===== DATA FOR REVIEW

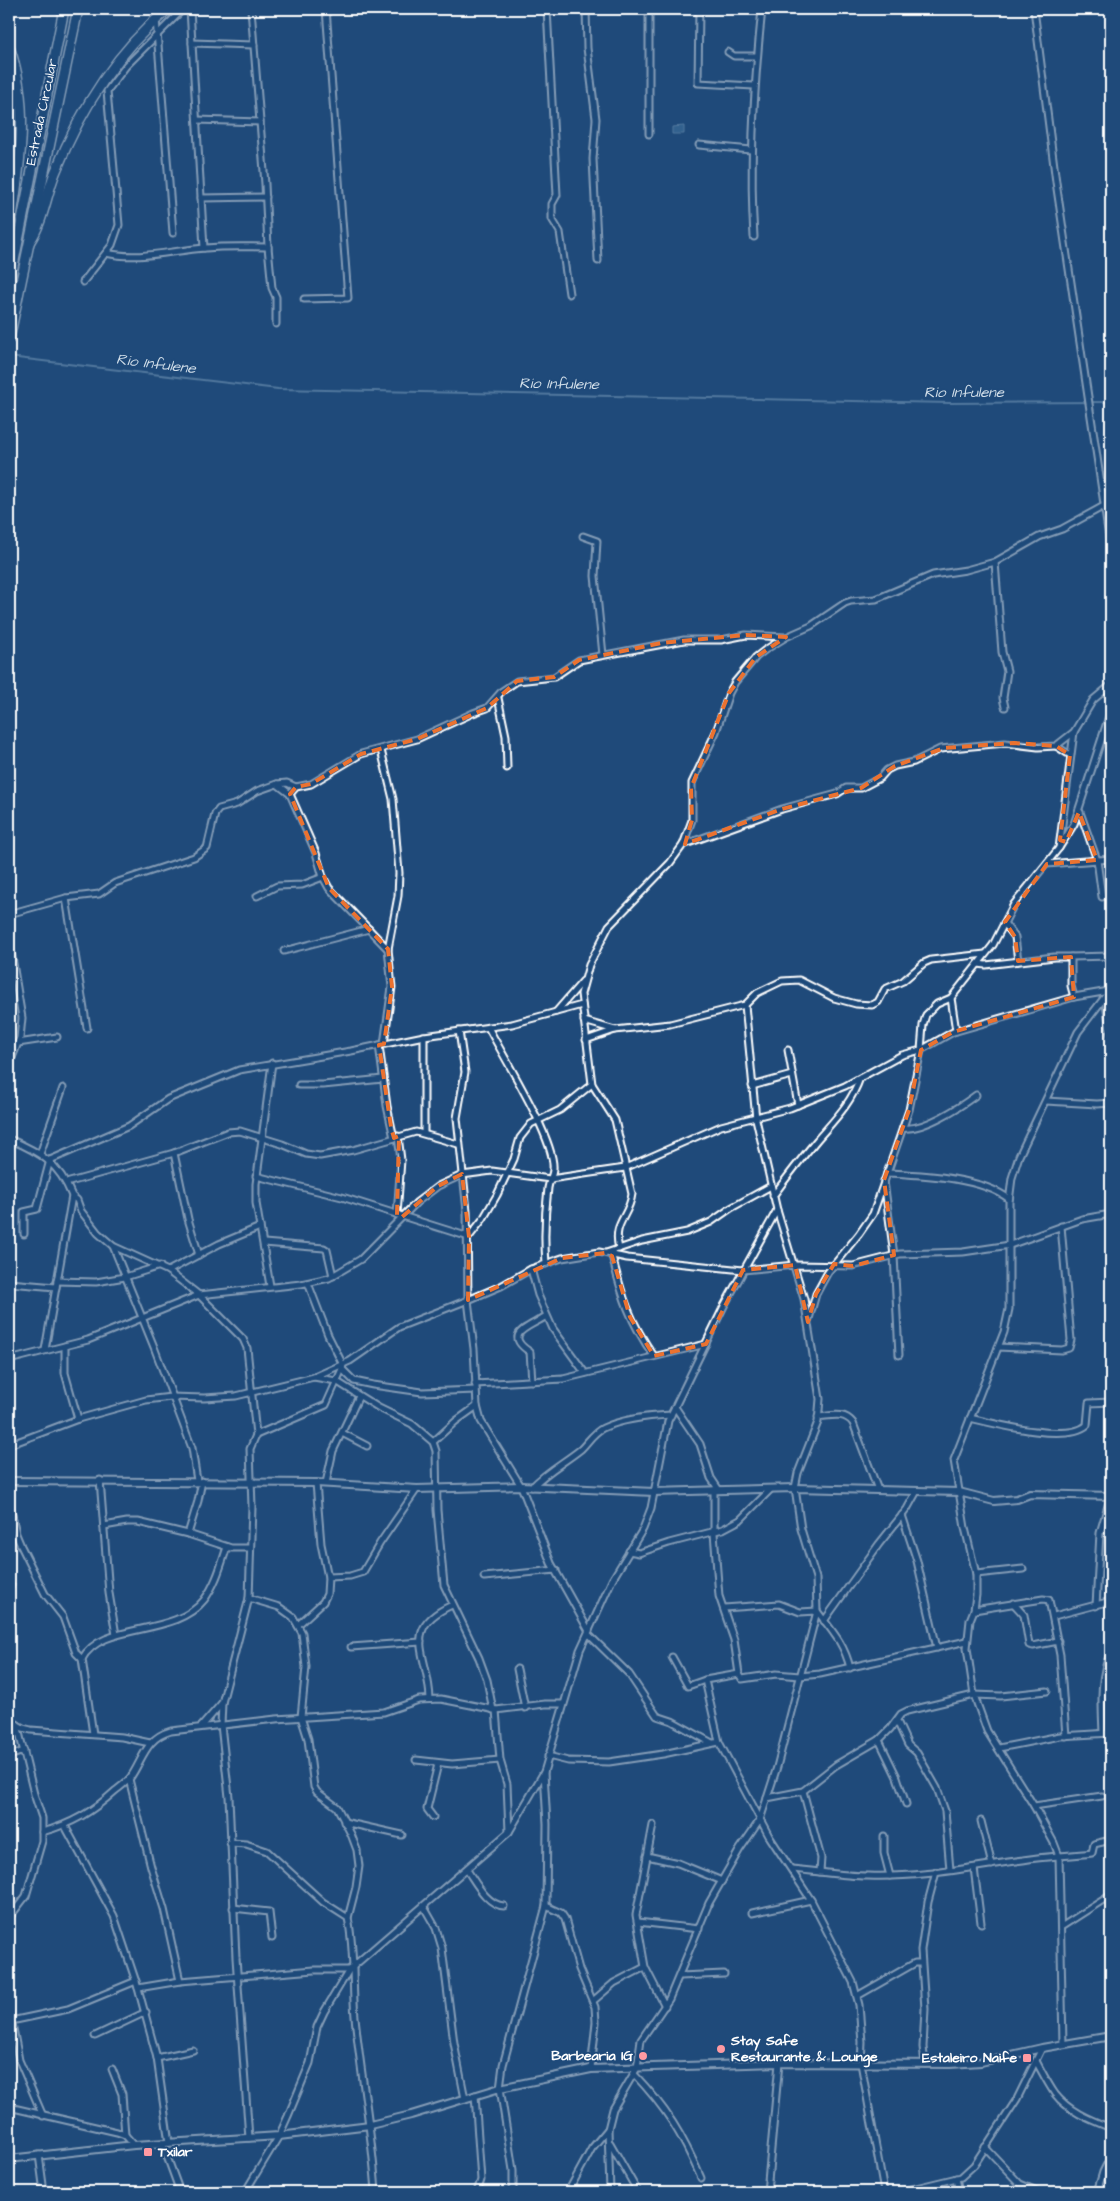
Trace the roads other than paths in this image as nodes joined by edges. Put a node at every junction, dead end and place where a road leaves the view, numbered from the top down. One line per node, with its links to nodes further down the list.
1 (64, 9): 38 (main road)
2 (78, 9): 32 (main road, Estrada Circular)
3 (168, 9): 14 (main road)
4 (183, 9): 15 (street)
5 (190, 9): 16 (street)
6 (251, 9): 17 (street)
7 (326, 9): 40 (street)
8 (586, 9): 13 (street); 36 (street)
9 (649, 9): 24 (street)
10 (699, 9): 21 (street)
11 (762, 9): 20 (street)
12 (1034, 9): 43 (street)
13 (547, 10): 39 (street)
14 (156, 19): 15 (street); 32 (main road)
15 (157, 33): 29 (street); 35 (street)
16 (192, 43): 17 (street); 22 (street)
17 (254, 45): 23 (street)
18 (9, 47): 30 (main road)
19 (728, 52): 20 (street)
20 (757, 56): 21 (street)
21 (754, 86): 26 (street)
22 (196, 120): 23 (street); 28 (street)
23 (260, 122): 27 (street)
24 (649, 134)
25 (699, 145): 26 (street)
26 (751, 150): 31 (street)
27 (266, 197): 28 (street); 33 (street)
28 (201, 198): 34 (street)
29 (173, 232)
30 (9, 237)
31 (754, 237)
32 (30, 241): 42 (main road, Estrada Circular)
33 (268, 247): 34 (street); 41 (street)
34 (204, 248): 35 (street)
35 (106, 254): 37 (street)
36 (598, 262)
37 (83, 282)
38 (9, 286)
39 (569, 294)
40 (304, 299)
41 (276, 324)
42 (9, 339)
43 (1104, 506): 45 (street); 46 (street)
44 (583, 536): 48 (street)
45 (1111, 551)
46 (995, 562): 47 (street); 51 (street)
47 (786, 637): 48 (street); 62 (street)
48 (603, 655): 50 (street)
49 (1111, 685): 53 (street)
50 (498, 698): 55 (street); 57 (street)
51 (1005, 707)
52 (1111, 710): 61 (street)
53 (1074, 732): 54 (street); 56 (street)
54 (1056, 746): 56 (street); 62 (street)
55 (382, 750): 59 (street); 75 (street)
56 (1070, 755): 63 (street)
57 (507, 768)
58 (277, 784): 59 (street); 60 (street); 70 (street)
59 (296, 787): 60 (street)
60 (290, 794): 67 (street)
61 (1080, 812): 63 (street); 65 (street)
62 (683, 845): 82 (street)
63 (1059, 848): 66 (street)
64 (1111, 859): 65 (street)
65 (1097, 860): 66 (street); 69 (street)
66 (1047, 864): 72 (street)
67 (323, 877): 68 (street); 73 (street)
68 (257, 896)
69 (1102, 897)
70 (66, 898): 71 (street); 91 (street)
71 (9, 914)
72 (1004, 923): 77 (street); 80 (street)
73 (369, 929): 75 (street); 76 (street)
74 (9, 939): 100 (street)
75 (388, 949): 101 (street)
76 (284, 952)
77 (984, 954): 81 (street); 88 (street)
78 (1111, 956): 79 (street)
79 (1071, 957): 80 (street); 84 (street)
80 (1018, 961): 81 (street)
81 (978, 964): 85 (street)
82 (584, 980): 87 (street); 89 (street)
83 (1110, 990): 84 (street); 86 (street)
84 (1074, 996): 95 (street)
85 (951, 998): 95 (street); 104 (street)
86 (1106, 998): 97 (street); 115 (street)
87 (582, 1005): 89 (street); 90 (street)
88 (745, 1005): 93 (street); 112 (street)
89 (556, 1012): 92 (street)
90 (584, 1021): 93 (street); 99 (street)
91 (87, 1028)
92 (488, 1028): 94 (street); 119 (street)
93 (616, 1030): 99 (street)
94 (459, 1031): 96 (street); 125 (street)
95 (956, 1031): 104 (street)
96 (424, 1036): 101 (street); 121 (street)
97 (1111, 1036)
98 (58, 1037): 100 (street)
99 (586, 1040): 110 (street)
100 (17, 1045): 102 (street); 106 (street)
101 (382, 1045): 105 (street); 109 (street)
102 (9, 1046)
103 (788, 1050): 107 (street)
104 (922, 1050): 108 (street); 120 (street)
105 (272, 1064): 123 (street); 128 (street)
106 (9, 1065)
107 (792, 1075): 112 (street); 117 (street)
108 (860, 1078): 117 (street); 139 (street)
109 (383, 1079): 111 (street); 122 (street)
110 (592, 1084): 119 (street); 129 (street)
111 (298, 1085)
112 (752, 1086): 118 (street)
113 (63, 1088): 127 (street)
114 (976, 1095): 120 (street)
115 (1046, 1101): 116 (street); 140 (street)
116 (1111, 1103)
117 (798, 1105): 118 (street)
118 (756, 1119): 129 (street); 137 (street)
119 (538, 1120): 131 (street); 134 (street)
120 (903, 1128): 130 (street)
121 (424, 1133): 122 (street); 125 (street)
122 (396, 1137): 123 (street); 143 (street)
123 (261, 1138): 126 (street); 133 (street)
124 (9, 1139): 127 (street)
125 (458, 1144): 132 (street)
126 (174, 1153): 136 (street); 153 (street)
127 (40, 1154): 128 (street)
128 (50, 1160): 136 (street); 146 (street)
129 (625, 1168): 134 (street); 151 (street)
130 (887, 1173): 135 (street); 140 (street)
131 (507, 1174): 132 (street); 134 (street); 147 (street)
132 (462, 1175): 143 (street); 147 (street)
133 (256, 1176): 143 (street); 145 (street)
134 (550, 1180): 156 (street)
135 (884, 1180): 155 (street); 157 (street)
136 (66, 1184): 138 (street)
137 (771, 1186): 139 (street); 151 (street)
138 (72, 1196): 150 (street); 165 (street)
139 (773, 1196): 141 (street)
140 (1009, 1199): 149 (street)
141 (777, 1210): 158 (street); 161 (street)
142 (1111, 1214): 144 (street)
143 (399, 1216): 147 (street); 163 (street)
144 (1061, 1226): 149 (street); 177 (street)
145 (260, 1227): 148 (street); 153 (street)
146 (24, 1234)
147 (469, 1237): 171 (street)
148 (264, 1242): 163 (street); 168 (street)
149 (1010, 1245): 155 (street); 177 (street)
150 (113, 1246): 159 (street); 164 (street)
151 (619, 1249): 152 (street)
152 (605, 1254): 154 (street); 156 (street)
153 (199, 1255): 162 (street)
154 (612, 1256): 161 (street); 180 (street)
155 (894, 1256): 157 (street); 179 (street)
156 (546, 1264): 160 (street)
157 (834, 1264): 158 (street); 174 (street)
158 (795, 1265): 161 (street); 174 (street)
159 (160, 1266): 162 (street); 164 (street)
160 (531, 1270): 171 (street); 172 (street)
161 (743, 1270): 175 (street)
162 (168, 1271): 170 (street)
163 (333, 1276): 167 (street)
164 (125, 1277): 165 (street); 173 (street)
165 (57, 1281): 169 (street)
166 (9, 1283): 169 (street)
167 (308, 1283): 168 (street); 182 (street)
168 (270, 1286): 170 (street)
169 (56, 1287): 178 (street)
170 (199, 1295): 173 (street); 188 (street)
171 (468, 1300): 182 (street); 187 (street)
172 (546, 1316): 183 (street); 186 (street)
173 (143, 1319): 176 (street); 190 (street)
174 (808, 1322): 195 (street)
175 (706, 1344): 180 (street); 193 (street)
176 (65, 1346): 178 (street); 197 (street)
177 (998, 1347): 196 (street)
178 (45, 1350): 181 (street)
179 (899, 1355)
180 (654, 1356): 183 (street)
181 (9, 1360)
182 (342, 1367): 184 (street); 185 (street); 187 (street)
183 (585, 1373): 186 (street)
184 (314, 1377): 185 (street); 188 (street)
185 (336, 1381): 189 (street); 200 (street)
186 (532, 1381): 187 (street)
187 (476, 1387): 192 (street)
188 (253, 1393): 190 (street); 200 (street)
189 (359, 1396): 199 (street); 201 (street)
190 (171, 1397): 197 (street); 207 (street)
191 (1111, 1402): 196 (street)
192 (477, 1406): 201 (street); 211 (street)
193 (675, 1407): 194 (street); 204 (street)
194 (671, 1415): 212 (street); 220 (street)
195 (818, 1417): 214 (street); 218 (street)
196 (970, 1418): 221 (street)
197 (78, 1419): 202 (street)
198 (9, 1431): 202 (street)
199 (342, 1433): 203 (street); 210 (street)
200 (256, 1435): 208 (street)
201 (433, 1442): 213 (street)
202 (11, 1444)
203 (367, 1446)
204 (711, 1478): 217 (street); 217 (street)
205 (100, 1480): 206 (street); 207 (street); 225 (street)
206 (9, 1481)
207 (199, 1481): 208 (street); 228 (street)
208 (252, 1483): 209 (street); 230 (street)
209 (316, 1483): 210 (street); 235 (street)
210 (326, 1484): 215 (street)
211 (521, 1486): 212 (street); 213 (street); 233 (street)
212 (532, 1486): 220 (street)
213 (437, 1488): 215 (street); 240 (street)
214 (795, 1488): 216 (street); 218 (street); 244 (street)
215 (417, 1489): 235 (street)
216 (771, 1489): 217 (street); 227 (street)
217 (713, 1490): 220 (street); 227 (street)
218 (878, 1490): 219 (street)
219 (917, 1491): 221 (street); 224 (street)
220 (654, 1492): 231 (street)
221 (959, 1492): 222 (street); 234 (street)
222 (1111, 1496): 241 (street)
223 (9, 1500): 226 (street)
224 (902, 1515): 246 (street); 254 (street)
225 (104, 1526): 228 (street); 249 (street)
226 (12, 1527): 257 (street)
227 (714, 1533): 231 (street); 242 (street)
228 (188, 1534): 229 (street)
229 (227, 1547): 230 (street); 249 (street)
230 (250, 1548): 237 (street)
231 (629, 1551): 248 (street)
232 (1023, 1569): 234 (street)
233 (556, 1570): 236 (street); 248 (street)
234 (976, 1574): 243 (street)
235 (328, 1577): 247 (street)
236 (484, 1577)
237 (249, 1598): 247 (street); 266 (street)
238 (1111, 1601): 241 (street)
239 (1012, 1603): 243 (street); 245 (street); 251 (street)
240 (452, 1604): 252 (street); 269 (street)
241 (1096, 1606): 245 (street)
242 (724, 1608): 244 (street); 260 (street)
243 (974, 1610): 250 (street)
244 (817, 1611): 246 (street); 261 (street)
245 (1054, 1616): 251 (street)
246 (824, 1621): 258 (street)
247 (298, 1625): 270 (street)
248 (588, 1632): 267 (street); 283 (street)
249 (116, 1635): 257 (street)
250 (967, 1641): 254 (street); 264 (street)
251 (1058, 1641): 279 (street)
252 (421, 1642): 253 (street); 265 (street)
253 (351, 1647)
254 (937, 1648): 258 (street)
255 (1111, 1652): 278 (street)
256 (672, 1657): 262 (street)
257 (82, 1659): 277 (street)
258 (850, 1668): 261 (street)
259 (517, 1669): 268 (street)
260 (739, 1674): 261 (street); 262 (street)
261 (800, 1676): 295 (street)
262 (705, 1680): 281 (street)
263 (1047, 1691): 264 (street)
264 (974, 1694): 272 (street); 284 (street)
265 (430, 1699): 269 (street); 270 (street)
266 (222, 1703): 274 (street); 275 (street)
267 (563, 1704): 268 (street); 287 (street)
268 (525, 1708): 269 (street)
269 (494, 1710): 289 (street)
270 (302, 1716): 274 (street); 301 (street)
271 (9, 1720): 273 (street)
272 (896, 1720): 280 (street); 316 (street)
273 (17, 1724): 277 (street); 285 (street)
274 (221, 1725): 275 (street); 309 (street)
275 (200, 1727): 282 (street)
276 (1111, 1733): 278 (street)
277 (93, 1734): 282 (street)
278 (1103, 1734): 279 (street)
279 (1066, 1736): 284 (street)
280 (880, 1740): 293 (street); 296 (street)
281 (719, 1742): 283 (street); 299 (street)
282 (150, 1743): 292 (street)
283 (712, 1743): 287 (street)
284 (999, 1748): 297 (street)
285 (24, 1751): 286 (street); 304 (street)
286 (9, 1756)
287 (548, 1756): 291 (street)
288 (416, 1760): 290 (street)
289 (500, 1760): 290 (street); 305 (street)
290 (438, 1764): 298 (street)
291 (544, 1772): 305 (street); 325 (street)
292 (129, 1779): 303 (street); 342 (street)
293 (803, 1791): 295 (street); 317 (street)
294 (1102, 1796): 297 (street)
295 (767, 1798): 299 (street)
296 (906, 1804)
297 (1034, 1806): 311 (street)
298 (433, 1817)
299 (760, 1820): 314 (street); 320 (street)
300 (981, 1821): 312 (street)
301 (344, 1822): 306 (street); 329 (street)
302 (653, 1825): 310 (street)
303 (65, 1826): 304 (street); 341 (street)
304 (42, 1832): 328 (street)
305 (509, 1832): 315 (street)
306 (402, 1835)
307 (884, 1836): 319 (street)
308 (1111, 1840): 311 (street)
309 (230, 1843): 326 (street); 329 (street)
310 (647, 1856): 320 (street); 330 (street)
311 (1059, 1856): 312 (street); 332 (street)
312 (992, 1865): 313 (street)
313 (974, 1868): 316 (street); 331 (street)
314 (792, 1869): 317 (street); 322 (street)
315 (467, 1870): 323 (street); 324 (street)
316 (950, 1870): 318 (street)
317 (820, 1872): 319 (street)
318 (936, 1872): 319 (street); 335 (street)
319 (890, 1876)
320 (722, 1881): 333 (street)
321 (1111, 1895): 332 (street)
322 (811, 1900): 327 (street); 344 (street)
323 (424, 1906): 337 (street); 365 (street)
324 (504, 1906)
325 (546, 1906): 345 (street); 363 (street)
326 (233, 1908): 334 (street); 340 (street)
327 (752, 1913)
328 (9, 1918)
329 (348, 1918): 337 (street)
330 (638, 1922): 333 (street); 336 (street)
331 (981, 1922)
332 (1061, 1926): 352 (street)
333 (699, 1929): 339 (street)
334 (272, 1938)
335 (922, 1963): 344 (street); 359 (street)
336 (645, 1967): 345 (street); 346 (street)
337 (351, 1969): 340 (street); 368 (street); 372 (street)
338 (724, 1974): 339 (street)
339 (680, 1976): 346 (street)
340 (238, 1977): 342 (street); 373 (street)
341 (136, 1981): 343 (street); 349 (street)
342 (180, 1981): 343 (street)
343 (138, 1988): 348 (street)
344 (857, 1996): 358 (street)
345 (593, 2000): 361 (street)
346 (665, 2006): 362 (street)
347 (9, 2007): 349 (street)
348 (146, 2012): 350 (street); 355 (street)
349 (10, 2017): 367 (street)
350 (96, 2036)
351 (1111, 2036): 352 (street)
352 (1063, 2044): 353 (street)
353 (1042, 2048): 356 (street); 359 (street)
354 (193, 2050): 355 (street)
355 (157, 2058): 375 (street)
356 (1036, 2061): 369 (street); 377 (street)
357 (779, 2063): 358 (street); 362 (street); 392 (street)
358 (861, 2063): 359 (street); 393 (street)
359 (925, 2064)
360 (112, 2069): 371 (street)
361 (591, 2069): 362 (street); 363 (street)
362 (635, 2071): 370 (street); 381 (street)
363 (500, 2088): 364 (street); 388 (street)
364 (475, 2095): 365 (street); 387 (street)
365 (465, 2099): 368 (street)
366 (9, 2107): 367 (street)
367 (43, 2116): 371 (street)
368 (370, 2125): 372 (street); 386 (street)
369 (1111, 2128)
370 (608, 2129): 374 (street); 389 (street)
371 (125, 2135): 376 (street)
372 (279, 2136): 373 (street); 385 (street)
373 (249, 2138): 375 (street)
374 (609, 2142): 390 (street); 391 (street)
375 (165, 2143): 376 (street); 384 (street)
376 (134, 2145): 378 (street)
377 (985, 2147): 382 (street); 396 (street)
378 (39, 2155): 380 (street); 383 (street)
379 (1111, 2156): 397 (street)
380 (9, 2159)
381 (701, 2178)
382 (956, 2178): 394 (street); 395 (street)
383 (44, 2192)
384 (180, 2192)
385 (245, 2192)
386 (376, 2192)
387 (477, 2192)
388 (513, 2192)
389 (568, 2192)
390 (610, 2192)
391 (638, 2192)
392 (768, 2192)
393 (884, 2192)
394 (899, 2192)
395 (959, 2192)
396 (1039, 2192)
397 (1097, 2192)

==========

TASK REQUIREMENTS =
Gather all lines from the listing above in which "main" occurs.

ANSWER TO THIS PROBLEM =
1 (64, 9): 38 (main road)
2 (78, 9): 32 (main road, Estrada Circular)
3 (168, 9): 14 (main road)
14 (156, 19): 15 (street); 32 (main road)
18 (9, 47): 30 (main road)
32 (30, 241): 42 (main road, Estrada Circular)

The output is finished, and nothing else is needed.